Some of the SGC comments have been to vilify the building industry for "not providing infrastructure." The facts are that each building permit requires the payment of $1,000 park tax, $1,600 school tax, and $500 road tax. This doesn't include the six acres of park land donated to Douglas County Parks & Recreation. valued at over $176,000. Nor does it include the $1.47 million builder's portion of Muller Parkway extension. It doesn't include the cost of water/sewer hook ups from $5,800 to $6,800 per home. The total for one project in county/city fees and requirements exceeds $3 million. This figure does not include the cost of underground, power, gas, storm sewers, roads, gutters, sidewalks, etc. required within the subdivision itself. To state that the builder/developer does not provide infrastructure is just plain wrong. It seems to me that the SGC does not care that their numbers don't match their words - they just want to throw out unsubstantiated comments hoping the populace will buy it.
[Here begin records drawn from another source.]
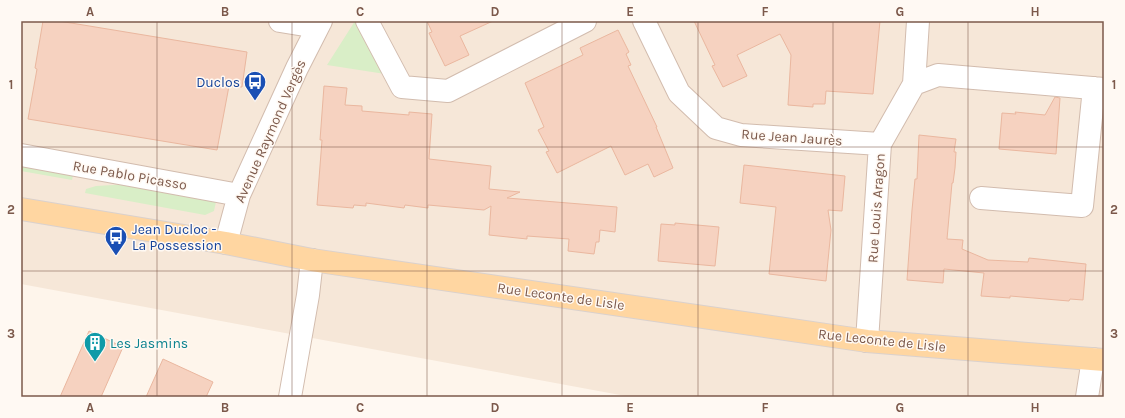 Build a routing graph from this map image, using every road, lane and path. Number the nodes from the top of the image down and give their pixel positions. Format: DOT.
graph roads {
  1 [pos="280,21"];
  2 [pos="368,21"];
  3 [pos="585,21"];
  4 [pos="644,21"];
  5 [pos="918,21"];
  6 [pos="319,24"];
  7 [pos="914,84"];
  8 [pos="1099,88"];
  9 [pos="880,144"];
  10 [pos="21,155"];
  11 [pos="239,195"];
  12 [pos="981,198"];
  13 [pos="21,209"];
  14 [pos="226,243"];
  15 [pos="312,260"];
  16 [pos="867,341"];
  17 [pos="1098,360"];
  18 [pos="290,397"];
  19 [pos="1087,397"];
  1 -- 6 [label="street"];
  2 -- 3 [label="street"];
  4 -- 9 [label="street, Rue Jean Jaurès"];
  5 -- 7 [label="street"];
  6 -- 11 [label="street, Avenue Raymond Vergès"];
  7 -- 8 [label="street"];
  7 -- 9 [label="street, Rue Louis Aragon"];
  8 -- 12 [label="street"];
  9 -- 16 [label="street, Rue Louis Aragon"];
  10 -- 11 [label="street, Rue Pablo Picasso"];
  11 -- 14 [label="street, Avenue Raymond Vergès"];
  13 -- 14 [label="main road, Rue Leconte de Lisle"];
  14 -- 15 [label="main road, Rue Leconte de Lisle"];
  15 -- 16 [label="main road, Rue Leconte de Lisle"];
  15 -- 18 [label="street"];
  16 -- 17 [label="main road, Rue Leconte de Lisle"];
  17 -- 19 [label="street"];
}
Not many voters have the time or interest to really investigate the comments. I have. I also object to the continued efforts of this group to polarize the populace. Very few are what could be considered long term residents. They moved here and don't want others to do the same.
With a national populace of over 300 million, we are looking at a situation where our children won't have homes here in the future - where the cost of those homes will be beyond the average consumer to purchase - and where the service industry employees will have to live outside the county. I have been to numerous commissioner meetings where projects with more condensed housing or the bypass road have been brought forward. The standard comments from near-by residents have been "not in my backyard." The SGC group gets up at every meeting to smear whatever project comes forward and to attack the integrity of the elected commissioners. I, for one, am very tired of all the negative attitude.
When are we as individuals going to realize that polarizing the community is not working. For this valley to be the place that we all wanted to move to, we must work together. To attack and vilify, yet not expound sound, legally defensible solutions doesn't work. For most of the SGC crowd, the very people they vilify provided the homes they live in.
n Linda K. Hilton is a resident of Topaz Ranch Estates.